Venice and Casperton Beaches, south of Tampa on the West coast of Florida. Venice Beach is on Venice Avenue and there are plentiful signs leading the way. Casperton beach is on the South end of Harbor Rd. To find shark teeth, there are three main methods of collecting: surface scanning along the intertidal area, scooping and screening in shallow water and screening on dry shore.

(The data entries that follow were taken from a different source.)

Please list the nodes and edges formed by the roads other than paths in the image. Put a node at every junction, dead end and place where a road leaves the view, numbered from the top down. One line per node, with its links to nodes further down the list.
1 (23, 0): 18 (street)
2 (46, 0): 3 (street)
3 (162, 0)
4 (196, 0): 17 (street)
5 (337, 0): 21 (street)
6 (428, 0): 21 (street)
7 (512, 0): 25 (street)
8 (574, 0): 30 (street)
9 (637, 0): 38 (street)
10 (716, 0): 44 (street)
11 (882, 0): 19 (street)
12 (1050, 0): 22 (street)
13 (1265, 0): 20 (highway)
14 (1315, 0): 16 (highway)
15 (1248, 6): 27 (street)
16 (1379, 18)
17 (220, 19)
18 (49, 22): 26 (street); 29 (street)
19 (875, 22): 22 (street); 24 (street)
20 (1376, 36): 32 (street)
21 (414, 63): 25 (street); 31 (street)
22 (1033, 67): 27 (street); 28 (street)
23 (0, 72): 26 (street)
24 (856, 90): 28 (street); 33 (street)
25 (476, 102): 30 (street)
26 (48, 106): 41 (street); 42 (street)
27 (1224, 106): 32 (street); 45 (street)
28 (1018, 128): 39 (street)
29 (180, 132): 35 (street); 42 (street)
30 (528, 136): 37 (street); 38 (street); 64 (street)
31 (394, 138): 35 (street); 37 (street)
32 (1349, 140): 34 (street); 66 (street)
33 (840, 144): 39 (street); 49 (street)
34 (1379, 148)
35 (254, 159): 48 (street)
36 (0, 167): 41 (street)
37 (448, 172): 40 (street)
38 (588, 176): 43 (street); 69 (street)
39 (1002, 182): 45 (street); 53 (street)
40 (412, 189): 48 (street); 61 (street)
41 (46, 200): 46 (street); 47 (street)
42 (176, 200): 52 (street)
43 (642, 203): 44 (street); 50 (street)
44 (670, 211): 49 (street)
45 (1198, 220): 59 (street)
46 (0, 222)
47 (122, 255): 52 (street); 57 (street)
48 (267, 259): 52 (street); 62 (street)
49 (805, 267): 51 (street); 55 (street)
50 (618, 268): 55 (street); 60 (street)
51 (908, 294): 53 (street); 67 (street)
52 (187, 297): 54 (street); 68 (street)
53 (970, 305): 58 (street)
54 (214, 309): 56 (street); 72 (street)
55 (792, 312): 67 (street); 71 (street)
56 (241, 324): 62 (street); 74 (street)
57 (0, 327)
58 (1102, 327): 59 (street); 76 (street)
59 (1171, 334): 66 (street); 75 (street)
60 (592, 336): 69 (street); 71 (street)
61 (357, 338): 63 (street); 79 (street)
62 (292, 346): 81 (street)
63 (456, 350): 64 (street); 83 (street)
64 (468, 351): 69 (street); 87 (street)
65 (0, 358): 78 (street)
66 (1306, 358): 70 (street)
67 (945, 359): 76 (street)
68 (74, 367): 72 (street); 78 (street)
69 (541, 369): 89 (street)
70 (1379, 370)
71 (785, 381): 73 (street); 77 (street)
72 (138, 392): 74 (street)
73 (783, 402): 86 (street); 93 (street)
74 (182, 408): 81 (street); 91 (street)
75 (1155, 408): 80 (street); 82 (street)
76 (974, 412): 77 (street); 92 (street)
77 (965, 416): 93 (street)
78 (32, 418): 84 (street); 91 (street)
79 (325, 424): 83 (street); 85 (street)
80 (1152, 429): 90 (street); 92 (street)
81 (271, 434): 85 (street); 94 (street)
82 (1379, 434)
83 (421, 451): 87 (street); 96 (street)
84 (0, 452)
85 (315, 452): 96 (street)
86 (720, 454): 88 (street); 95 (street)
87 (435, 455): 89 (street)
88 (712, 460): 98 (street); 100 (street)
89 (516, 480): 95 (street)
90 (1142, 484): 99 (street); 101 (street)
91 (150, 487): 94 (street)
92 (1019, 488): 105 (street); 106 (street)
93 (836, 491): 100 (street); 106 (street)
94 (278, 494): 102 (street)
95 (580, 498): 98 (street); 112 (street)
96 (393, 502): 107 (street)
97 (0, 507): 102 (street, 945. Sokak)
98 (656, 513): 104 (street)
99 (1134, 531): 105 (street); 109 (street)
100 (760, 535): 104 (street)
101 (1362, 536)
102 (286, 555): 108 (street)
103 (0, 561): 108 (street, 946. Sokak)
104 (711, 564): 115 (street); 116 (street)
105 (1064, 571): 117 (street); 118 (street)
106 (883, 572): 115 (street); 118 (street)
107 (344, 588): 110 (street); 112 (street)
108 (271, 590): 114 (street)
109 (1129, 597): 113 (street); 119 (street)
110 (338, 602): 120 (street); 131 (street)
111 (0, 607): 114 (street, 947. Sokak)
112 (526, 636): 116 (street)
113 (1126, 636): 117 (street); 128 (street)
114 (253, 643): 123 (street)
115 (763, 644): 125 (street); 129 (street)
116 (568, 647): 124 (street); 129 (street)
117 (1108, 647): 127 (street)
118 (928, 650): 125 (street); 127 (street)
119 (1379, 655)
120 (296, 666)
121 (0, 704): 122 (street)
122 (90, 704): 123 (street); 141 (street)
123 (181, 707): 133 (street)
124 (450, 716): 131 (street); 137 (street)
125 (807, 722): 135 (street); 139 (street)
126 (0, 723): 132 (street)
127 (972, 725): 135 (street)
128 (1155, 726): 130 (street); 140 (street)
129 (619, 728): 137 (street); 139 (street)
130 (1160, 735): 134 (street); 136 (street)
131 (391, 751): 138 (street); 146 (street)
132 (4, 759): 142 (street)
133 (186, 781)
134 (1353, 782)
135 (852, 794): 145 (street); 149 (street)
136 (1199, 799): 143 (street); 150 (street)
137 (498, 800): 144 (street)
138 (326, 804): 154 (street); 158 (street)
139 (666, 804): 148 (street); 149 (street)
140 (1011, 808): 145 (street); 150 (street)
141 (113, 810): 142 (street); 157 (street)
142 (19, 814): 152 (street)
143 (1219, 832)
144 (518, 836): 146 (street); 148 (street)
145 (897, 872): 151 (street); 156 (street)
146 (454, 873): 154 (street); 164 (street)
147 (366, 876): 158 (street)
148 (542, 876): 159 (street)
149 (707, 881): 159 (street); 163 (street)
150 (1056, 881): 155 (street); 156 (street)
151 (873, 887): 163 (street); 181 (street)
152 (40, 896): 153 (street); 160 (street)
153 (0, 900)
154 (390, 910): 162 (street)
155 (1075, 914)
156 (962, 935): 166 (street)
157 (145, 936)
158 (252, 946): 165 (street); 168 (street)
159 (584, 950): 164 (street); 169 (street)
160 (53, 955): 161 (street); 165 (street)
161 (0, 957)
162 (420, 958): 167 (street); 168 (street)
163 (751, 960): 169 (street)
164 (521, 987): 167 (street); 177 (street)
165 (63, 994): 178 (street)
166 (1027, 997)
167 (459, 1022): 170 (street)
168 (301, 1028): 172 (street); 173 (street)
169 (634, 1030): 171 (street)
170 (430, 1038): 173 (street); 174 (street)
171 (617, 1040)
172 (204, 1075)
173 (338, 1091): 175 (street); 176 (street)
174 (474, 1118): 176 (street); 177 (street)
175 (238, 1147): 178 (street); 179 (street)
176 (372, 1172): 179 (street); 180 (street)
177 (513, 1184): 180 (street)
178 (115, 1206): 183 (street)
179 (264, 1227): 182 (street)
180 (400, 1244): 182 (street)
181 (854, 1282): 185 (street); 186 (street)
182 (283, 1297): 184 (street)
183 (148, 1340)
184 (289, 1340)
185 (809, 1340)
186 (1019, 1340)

Apollo Beach is another good site for shark teeth along the Florida gulf coast. The beach is on the bay, the water is dark and murky and the beach is rocky. A large number of shark teeth which tend to be better preserved (not as water worn) as those found at Venice and a larger concentration of land vertebrates can be found. In addition someone with patience and a Scuba rig can collect thousands of small shark teeth and astounding amounts of vertebrate fossils and all kinds of marine fossils.

The beach at Fernandina Beach just north of Jacksonville produces some fairly good shark teeth and water-worn vertebrate fragments.

Try Manasota Beach on the Intracoastal Waterway, or the beach three miles south of that on the same road. Go south on 776 and look for Manasota Road (?). The teeth are all over the place, averaging .5 inches, in black, gray, red, and brown. Look for where the tide comes in, that's where the teeth are brought in.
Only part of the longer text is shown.